KNOXVILLE, Tenn. (CN) - A Tennessee sheriff took out a revolver and pressed it against the ribs of a high-school special education student with obsessive compulsive disorder, according to a lawsuit filed in Knox County Court. The sheriff allegedly mistook the boy's treatment device for a weapon.

The student's mother claims her 16-year-old son was being bullied by two other students at Gibbs High School. He has trichotillomania, a form of OCD that causes him to pull out his hair.

She says school security officers responded by assaulting her son and taking him to the principal's office, where Knox County Sheriff J.J. Jones inspected him for weapons.

During the search, Jones allegedly found "a key ring containing a stimulus device" to treat his condition, claimed it was a deadly weapon and stuck a gun to the boy's ribs. The student was then arrested and sent overnight to Juvenile Detention Center, his mother claims.

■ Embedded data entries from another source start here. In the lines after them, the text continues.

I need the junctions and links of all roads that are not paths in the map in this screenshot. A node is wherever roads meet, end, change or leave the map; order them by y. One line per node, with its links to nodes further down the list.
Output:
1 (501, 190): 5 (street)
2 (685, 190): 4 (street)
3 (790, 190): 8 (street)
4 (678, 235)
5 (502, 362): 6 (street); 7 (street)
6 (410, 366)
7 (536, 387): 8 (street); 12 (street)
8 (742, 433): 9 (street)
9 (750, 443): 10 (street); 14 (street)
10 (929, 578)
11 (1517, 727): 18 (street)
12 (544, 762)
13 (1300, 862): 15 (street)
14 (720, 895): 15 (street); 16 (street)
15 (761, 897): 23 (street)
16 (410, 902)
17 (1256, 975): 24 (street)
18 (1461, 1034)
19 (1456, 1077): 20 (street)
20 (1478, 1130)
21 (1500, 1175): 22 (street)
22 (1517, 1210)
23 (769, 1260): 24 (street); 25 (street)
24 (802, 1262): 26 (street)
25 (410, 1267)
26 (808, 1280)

The student was charged with carrying a weapon on school property, the suit states. The only witness listed on the petition was the assistant principal, Mike Driver, who stated that he had seen "what appeared to be a box cutter in arrestee's hand," according to the report.

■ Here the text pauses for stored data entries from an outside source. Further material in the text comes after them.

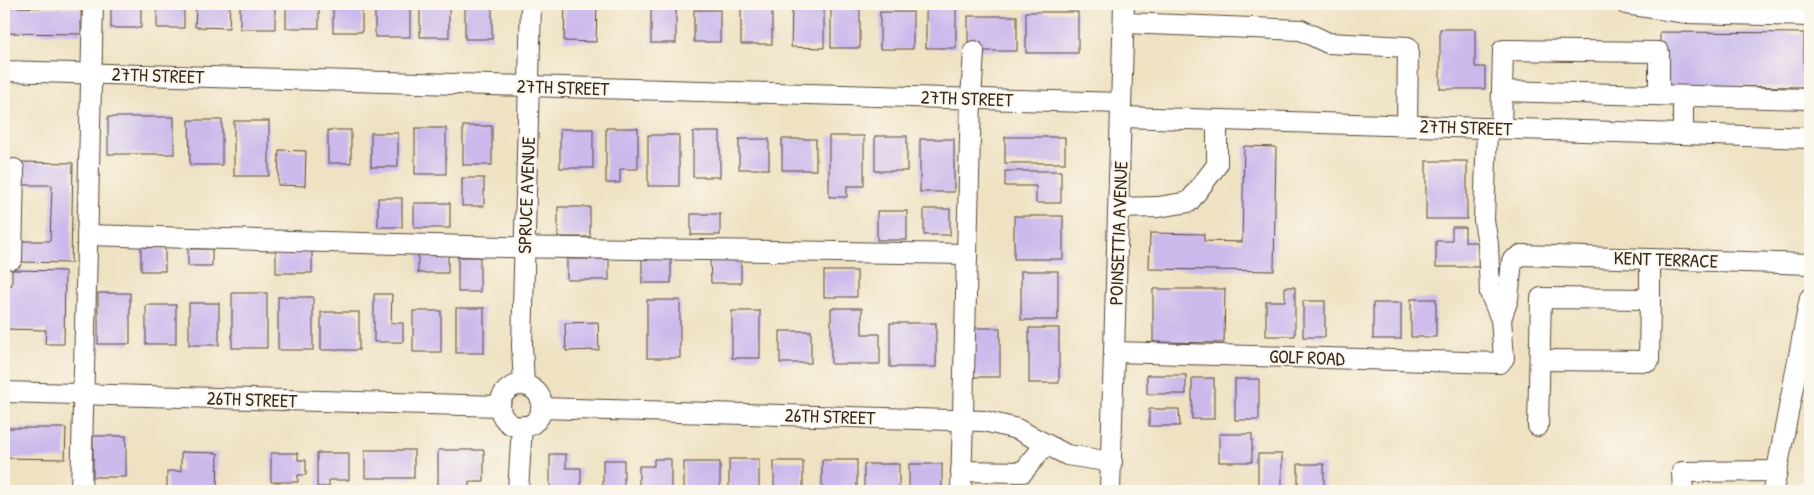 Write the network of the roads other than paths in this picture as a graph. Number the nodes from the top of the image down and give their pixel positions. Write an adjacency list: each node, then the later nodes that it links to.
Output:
1 (93, 4): 8 (street)
2 (531, 4): 9 (street, SPRUCE AVENUE)
3 (1626, 4): 5 (street)
4 (1124, 13): 15 (street, POINSETTIA AVENUE); 17 (street)
5 (1810, 16)
6 (974, 51): 13 (street)
7 (4, 71): 8 (street, 27TH STREET)
8 (91, 74): 9 (street, 27TH STREET); 24 (street)
9 (529, 86): 13 (street, 27TH STREET); 25 (street, SPRUCE AVENUE)
10 (1502, 91): 11 (street); 11 (street); 18 (street)
11 (1659, 95): 12 (street)
12 (1683, 96): 14 (street); 19 (street)
13 (971, 98): 15 (street, 27TH STREET); 26 (street)
14 (1810, 100)
15 (1121, 110): 16 (street, 27TH STREET); 22 (street, POINSETTIA AVENUE)
16 (1218, 120): 17 (street, 27TH STREET); 22 (street)
17 (1407, 126): 18 (street, 27TH STREET)
18 (1494, 128): 19 (street, 27TH STREET); 32 (street)
19 (1683, 134): 20 (street, 27TH STREET)
20 (1810, 138)
21 (14, 169): 23 (street)
22 (1118, 208): 33 (street, POINSETTIA AVENUE)
23 (8, 214): 27 (street)
24 (87, 235): 25 (street); 37 (street)
25 (525, 247): 26 (street); 35 (street, SPRUCE AVENUE)
26 (967, 254): 40 (street)
27 (12, 259)
28 (1650, 259): 29 (street, KENT TERRACE); 30 (street); 32 (street, KENT TERRACE)
29 (1810, 264)
30 (1650, 298): 34 (street); 34 (street)
31 (1810, 300): 46 (street)
32 (1501, 319): 33 (street, GOLF ROAD)
33 (1115, 352): 44 (street, POINSETTIA AVENUE)
34 (1540, 360): 42 (street)
35 (524, 385): 38 (street); 39 (street)
36 (4, 392): 37 (street, 26TH STREET)
37 (83, 394): 38 (street, 26TH STREET); 47 (street)
38 (500, 406): 41 (street)
39 (541, 408): 40 (street, 26TH STREET); 41 (street)
40 (962, 420): 43 (street, 26TH STREET); 45 (street)
41 (522, 426): 48 (street)
42 (1538, 426)
43 (1046, 444): 44 (street, 26TH STREET); 45 (street)
44 (1112, 462): 50 (street, POINSETTIA AVENUE)
45 (961, 470): 49 (street)
46 (1777, 471): 51 (street); 52 (street)
47 (81, 491)
48 (518, 491)
49 (961, 491)
50 (1110, 491)
51 (1683, 491)
52 (1773, 491)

A Knox County Juvenile Court judge dismissed all charges against the student at a hearing the next month, the lawsuit states.

The boy's mother is suing Knox County, its sheriff, its Board of Education, Gibbs High School, four police officers and the principal and assistant principal.

She demands $100,000 in damages for civil rights violations, false arrest, false imprisonment, assault, battery, negligent supervision and malicious prosecution.

Her attorney is Dean Hill Rivkin.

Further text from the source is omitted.